Ten Kenvue brands’ sales amounted to more than $400 million in 2022. Kenvue posted $14.95 billion in sales with a net income of $1.46 billion on a pro forma basis for 2022, as per a preliminary prospectus, filed with the Securities and Exchange Commission (SEC).
“An attractive dividend policy that will be a way for Kenvue to produce more value returns to the shareholders.”
Kenvue anticipates paying a quarterly dividend of about 20 cents per share at the end of the third quarter. The projected annual sales growth through 2025 is about 3-4 percent globally.
Why Should You Play Safe In J&J’s Kenvue IPO
While Kenvue’s dramatic entry into public offering has enthralled the market, here are a few red flags that investors must be privy to.
1. J&J’s Talc Cancer Lawsuits Are Risky Liabilities
The infamous J&J’s talc cancer legal proceedings pose an adverse risk to the healthcare company. Liable for thousands of allegations of its baby powder causing ovarian cancer in women, J&J’s lawsuits fall under the spectrum of Kenvue.
According to the IPO filing from January, Kenvue will only assume talc-related liabilities that arise outside Canada and the US. But the company still warns that litigation that isn’t covered by the indemnity still remains a significant risk to the newly-formed Kenvue.
“An unequivocally and unambiguously stated, Johnson & Johnson has agreed to retain all talc-related liabilities – and indemnify Kenvue for any and all costs arising from litigation in the United States and Canada.”
– Erik Haas, Vice President of Litigation, J&J
In April, Johnson & Johnson proposed a settlement of $8.9 billion to the claimants, that requires approval from the bankruptcy court. So, Kenvue will also face a total debt of $8.9 billion.
2. Tough Competition And Lesser Upside Potential
From industry stalwarts to private labels, there is no dearth of competition in the consumer health market. Unfortunately for investors, while Kenvue is profitable, it lacks the margins of its competitors.
Profitability does not equal a good stock, because KVUE seems fully valued and does not offer investors much upside potential. Kenvue’s stock is pitted against the likes of Bayer Consumer Health, Procter & Gamble, L’Oreal, Unilever, Kimberly Clark, and Colgate-Palmolive.
Kenvue has not swiveled its high brand recognition power into greater profitability, ranking last amongst contemporaries, on the list of return on invested capital (ROIC).

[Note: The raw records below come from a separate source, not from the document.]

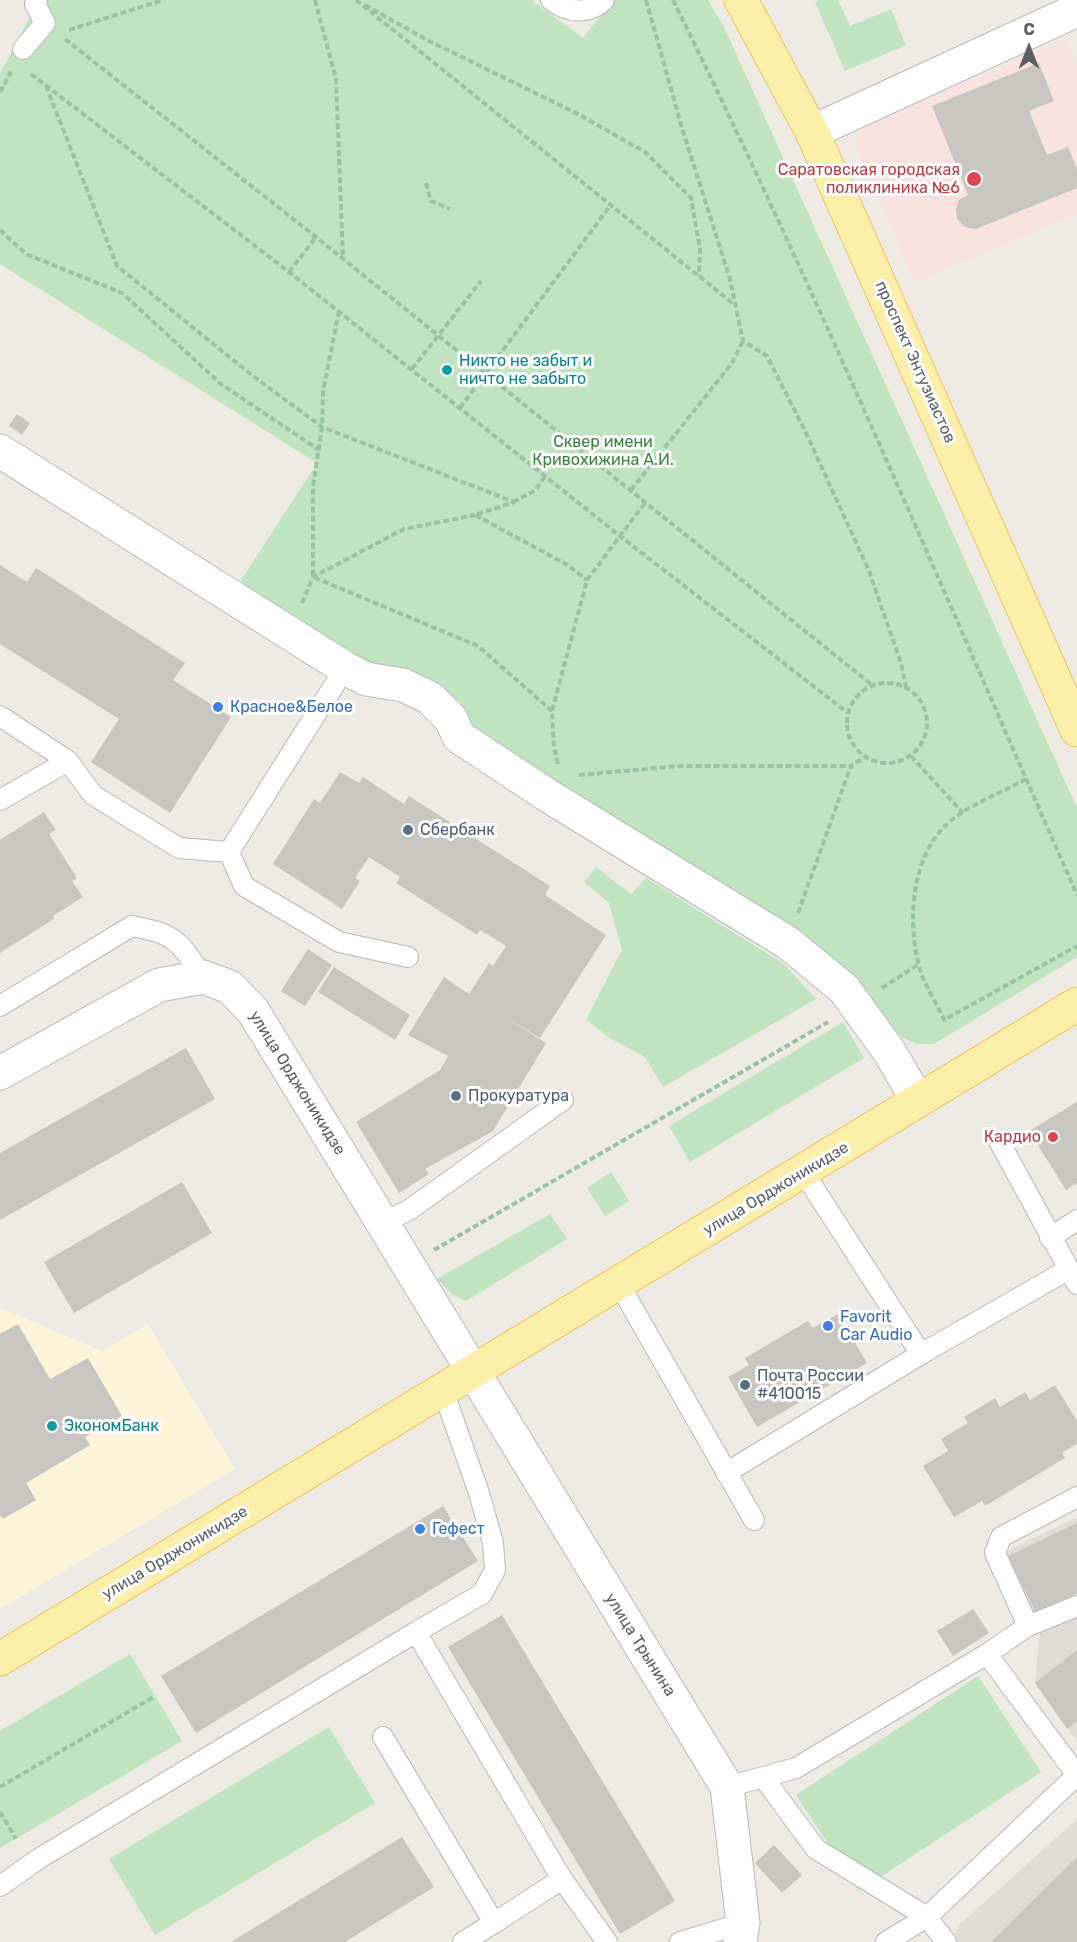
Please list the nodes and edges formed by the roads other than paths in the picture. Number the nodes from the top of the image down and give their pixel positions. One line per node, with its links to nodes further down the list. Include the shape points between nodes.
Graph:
1 (37, 0): 6 (lane, via 35,4 51,28)
2 (550, 0): 3 (lane, via 574,11 588,11)
3 (604, 0)
4 (741, 0): 7 (main road, проспект Энтузиастов)
5 (1077, 10): 7 (street)
6 (19, 56)
7 (812, 132): 11 (main road, проспект Энтузиастов)
8 (0, 451): 9 (street)
9 (345, 668): 14 (lane); 21 (street, via 366,679 403,685 430,698 451,719 459,737 554,786 788,943 844,989 889,1051)
10 (0, 717): 12 (lane)
11 (1077, 730)
12 (68, 761): 13 (lane); 14 (lane, via 93,795 179,848)
13 (0, 800)
14 (229, 852): 15 (lane, via 244,886 339,942)
15 (408, 957)
16 (203, 977): 18 (lane, via 183,947 161,931 132,926); 19 (street, via 159,985); 25 (street, улица Орджоникидзе, via 230,987 254,1011)
17 (1077, 1004): 21 (main road, улица Орджоникидзе)
18 (0, 1006)
19 (0, 1073)
20 (563, 1100): 25 (lane, via 409,1210)
21 (918, 1101): 23 (main road, улица Орджоникидзе)
22 (1000, 1143): 26 (lane)
23 (804, 1173): 28 (main road, улица Орджоникидзе); 29 (lane)
24 (1077, 1220): 26 (lane)
25 (383, 1223): 30 (street, улица Орджоникидзе)
26 (1050, 1238): 27 (lane)
27 (1073, 1277): 29 (lane)
28 (619, 1284): 30 (main road, улица Орджоникидзе); 32 (lane)
29 (921, 1354): 32 (lane)
30 (473, 1370): 31 (main road, улица Орджоникидзе); 43 (street, улица Трынина)
31 (443, 1390): 37 (lane, via 479,1493 493,1543 495,1570 482,1594); 39 (main road, улица Орджоникидзе)
32 (726, 1473): 34 (lane)
33 (1077, 1497): 36 (lane, via 1001,1537 996,1553)
34 (754, 1520)
35 (1077, 1606): 36 (lane)
36 (1028, 1626): 38 (lane)
37 (416, 1632): 44 (lane); 45 (lane, via 40,1858)
38 (987, 1654): 41 (lane); 42 (lane, via 796,1768)
39 (0, 1659)
40 (383, 1737): 47 (lane)
41 (1077, 1775): 46 (lane)
42 (763, 1777): 43 (lane); 46 (lane, via 816,1849)
43 (728, 1786): 48 (street, улица Трынина)
44 (562, 1880): 47 (lane); 50 (lane)
45 (0, 1886)
46 (927, 1917): 52 (lane); 53 (lane)
47 (494, 1923): 49 (lane)
48 (741, 1932): 51 (lane)
49 (464, 1942)
50 (607, 1942)
51 (680, 1942)
52 (886, 1942)
53 (946, 1942)

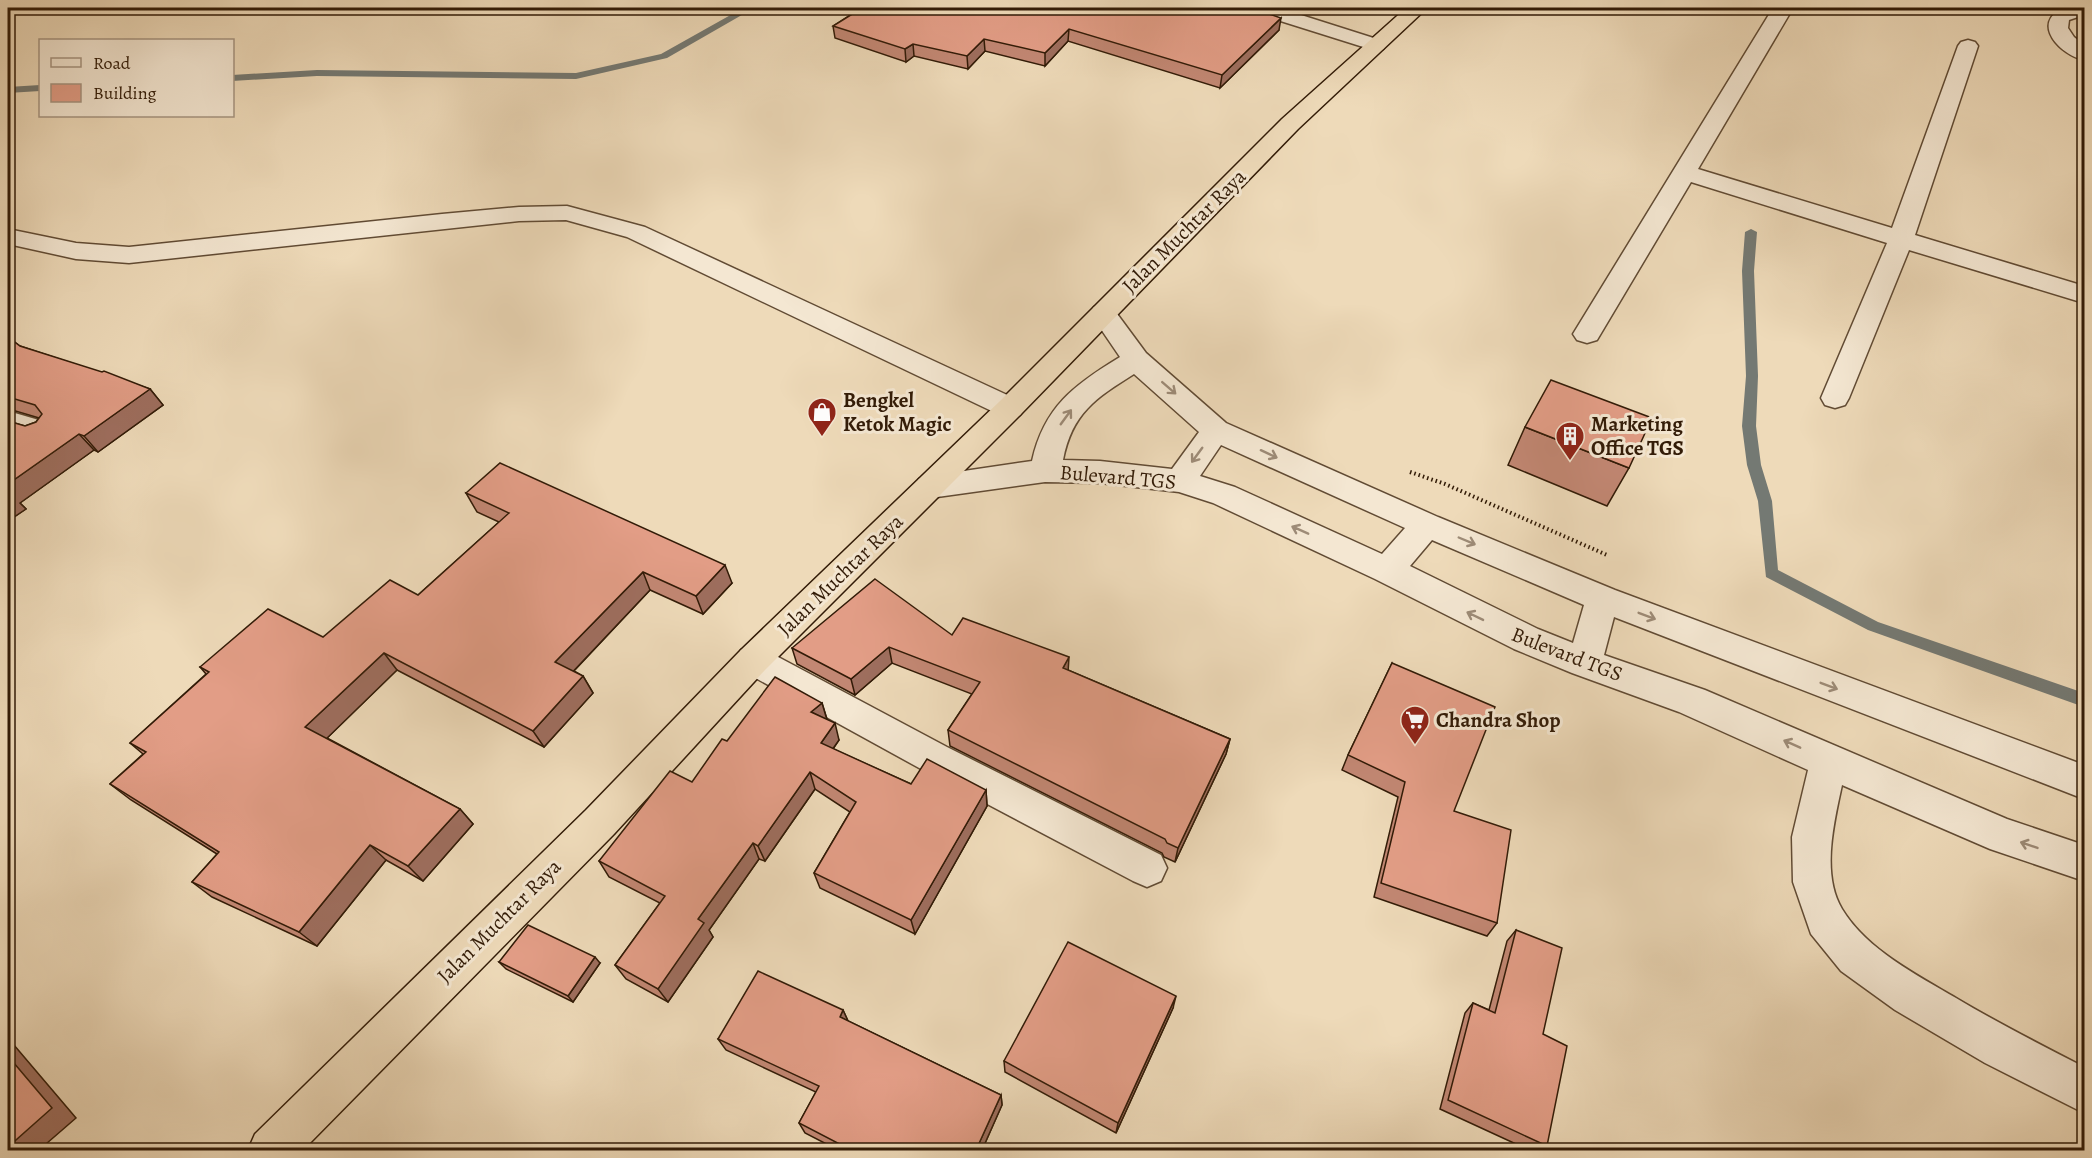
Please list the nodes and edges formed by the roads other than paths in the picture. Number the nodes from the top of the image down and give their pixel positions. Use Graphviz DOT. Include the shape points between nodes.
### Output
graph roads {
  1 [pos="1215,8"];
  2 [pos="1417,8"];
  3 [pos="1783,8"];
  4 [pos="2079,9"];
  5 [pos="1376,45"];
  6 [pos="1968,46"];
  7 [pos="2085,54"];
  8 [pos="1684,172"];
  9 [pos="8,237"];
  10 [pos="1901,239"];
  11 [pos="2085,295"];
  12 [pos="1103,313"];
  13 [pos="1587,334"];
  14 [pos="1137,360"];
  15 [pos="1835,398"];
  16 [pos="1010,408"];
  17 [pos="8,421"];
  18 [pos="39,430"];
  19 [pos="1216,430"];
  20 [pos="1045,471"];
  21 [pos="1180,481"];
  22 [pos="930,488"];
  23 [pos="1427,525"];
  24 [pos="1387,570"];
  25 [pos="1603,599"];
  26 [pos="753,660"];
  27 [pos="1584,663"];
  28 [pos="1829,760"];
  29 [pos="2085,782"];
  30 [pos="2085,863"];
  31 [pos="1147,867"];
  32 [pos="2085,1091"];
  33 [pos="271,1150"];
  1 -- 5 [label="street" via="1273,12"];
  2 -- 5 [label="highway, Jalan Muchtar Raya"];
  3 -- 8 [label="street"];
  4 -- 7 [label="street" via="2067,13 2056,26 2066,42"];
  5 -- 12 [label="highway, Jalan Muchtar Raya" via="1290,124"];
  6 -- 10 [label="street"];
  8 -- 10 [label="street"];
  8 -- 13 [label="street"];
  9 -- 16 [label="street" via="76,251 129,255 431,222 567,213 636,232"];
  10 -- 11 [label="street"];
  10 -- 15 [label="street"];
  12 -- 14 [label="street"];
  12 -- 16 [label="highway, Jalan Muchtar Raya"];
  14 -- 19 [label="street, one-way"];
  20 -- 14 [label="street, Bulevard TGS, one-way" via="1055,433 1068,413 1106,378"];
  16 -- 22 [label="highway, Jalan Muchtar Raya"];
  17 -- 18 [label="street"];
  19 -- 21 [label="street, one-way"];
  19 -- 23 [label="street, one-way"];
  20 -- 21 [label="street, Bulevard TGS" via="1100,472"];
  20 -- 22 [label="street, Bulevard TGS"];
  24 -- 21 [label="street, Bulevard TGS, one-way" via="1224,495"];
  22 -- 26 [label="highway, Jalan Muchtar Raya"];
  23 -- 24 [label="street"];
  23 -- 25 [label="street, one-way"];
  27 -- 24 [label="street, Bulevard TGS, one-way" via="1472,614"];
  25 -- 27 [label="street"];
  25 -- 29 [label="street, one-way"];
  26 -- 31 [label="street"];
  26 -- 33 [label="highway, Jalan Muchtar Raya" via="600,822"];
  28 -- 27 [label="street, Bulevard TGS, one-way" via="1692,701"];
  30 -- 28 [label="street, Bulevard TGS, one-way" via="2004,836"];
  28 -- 32 [label="street" via="1811,837 1813,882 1825,920 1856,957 1910,995 2000,1048"];
}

3. Public Shareholders Have No Rights
Johnson & Johnson will continue over a prepotency of 92 percent of the voting power in Kenvue after its IPO. This indicates that the new public shareholders will have minimal control over stakeholders’ rights to make decisions.
“Kenvue is laser-focused on what it does best: serving customers with the portfolio of the brands.”
– Mongon on liabilities
In a gist, the IPO will not grant any corporate governance or voting power to investors, even after digesting a chunk of their money.